Stored data entries:
++++++

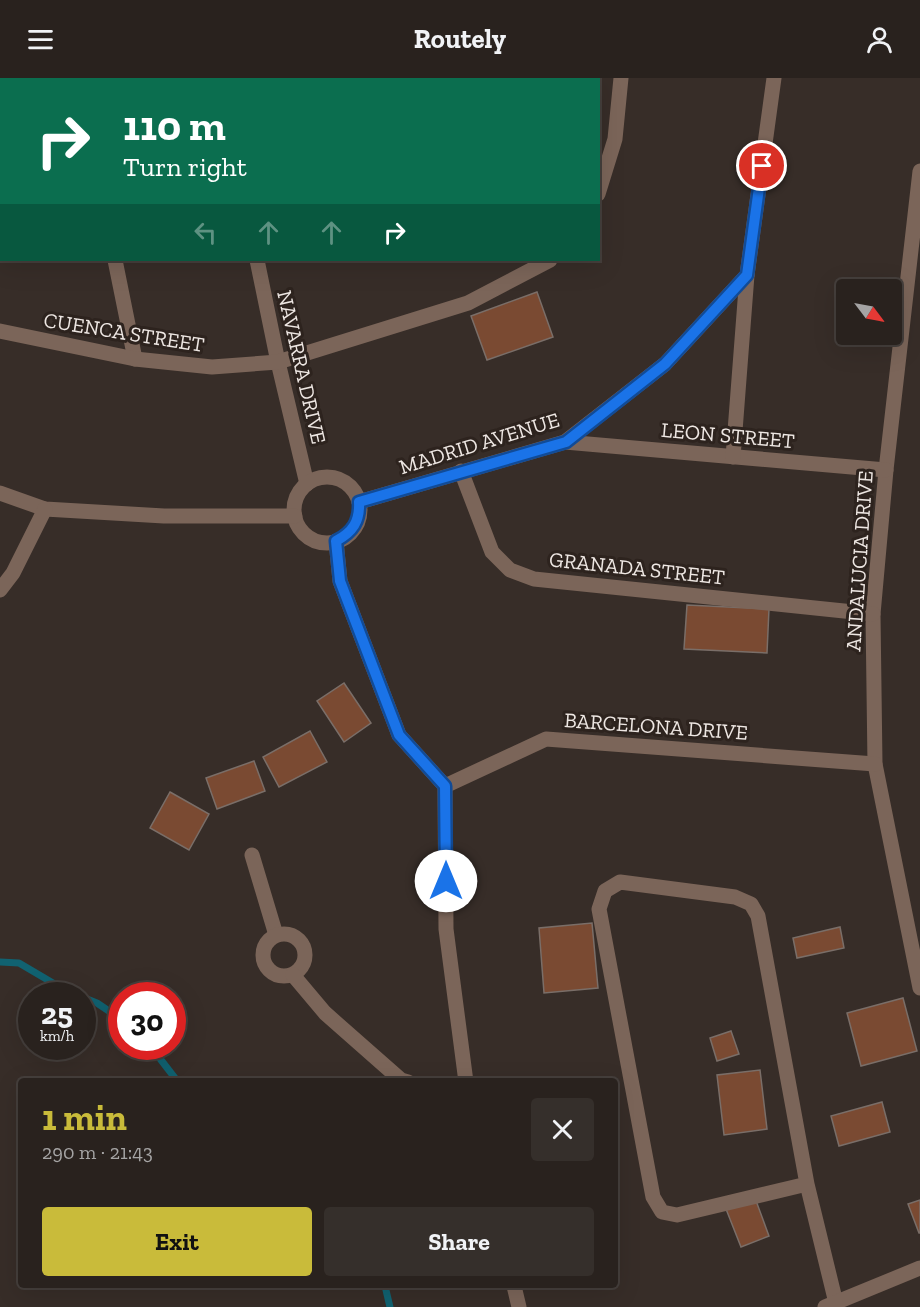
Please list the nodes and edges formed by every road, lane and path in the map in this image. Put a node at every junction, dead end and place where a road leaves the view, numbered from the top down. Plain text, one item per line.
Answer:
1 (621, 78) edge
2 (774, 78) edge
3 (920, 171) edge
4 (600, 188) edge
5 (116, 261) edge
6 (257, 261) edge
7 (548, 261) edge
8 (747, 275) junction
9 (0, 331) edge
10 (135, 359) junction
11 (278, 362) junction
12 (566, 442) junction
13 (733, 457) junction
14 (886, 470) junction
15 (461, 471) junction
16 (307, 484) junction
17 (0, 493) edge
18 (359, 502) junction
19 (45, 509) junction
20 (295, 516) junction
21 (336, 541) junction
22 (0, 590) edge
23 (873, 614) junction
24 (874, 764) junction
25 (445, 786) junction
26 (252, 855) dead end
27 (276, 935) junction
28 (293, 975) junction
29 (920, 988) edge
30 (399, 1078) edge
31 (465, 1078) edge
32 (807, 1184) junction
33 (920, 1269) edge
34 (514, 1288) edge
35 (830, 1305) edge
36 (519, 1307) edge

1 - 4 street
2 - 8 street
3 - 14 street, ANDALUCIA DRIVE
5 - 10 street
6 - 11 street, NAVARRA DRIVE
7 - 11 street, CUENCA STREET
8 - 12 street, MADRID AVENUE
8 - 13 street
9 - 10 street, CUENCA STREET
10 - 11 street, CUENCA STREET
11 - 16 street, NAVARRA DRIVE
12 - 13 street, LEON STREET
12 - 15 street, MADRID AVENUE
13 - 14 street, LEON STREET
14 - 23 street, ANDALUCIA DRIVE
15 - 18 street, MADRID AVENUE
15 - 23 street, GRANADA STREET
16 - 18 street
16 - 20 street
17 - 19 street
18 - 21 street
19 - 20 street
19 - 22 street
20 - 21 street
21 - 25 street
23 - 24 street, ANDALUCIA DRIVE
24 - 25 street, BARCELONA DRIVE
24 - 29 street, ANDALUCIA DRIVE
25 - 31 street
26 - 27 street
27 - 28 street
27 - 28 street
28 - 30 street
32 - 32 street
32 - 35 street
33 - 35 street
34 - 36 street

++++++

* [Try it]:
Look for the string "dead" in the data above and return every line that has it.

* [Answer section]:
Please list the nodes and edges formed by every road, lane and path in the map in this image. Put a node at every junction, dead end and place where a road leaves the view, numbered from the top down. Plain text, one item per line.
26 (252, 855) dead end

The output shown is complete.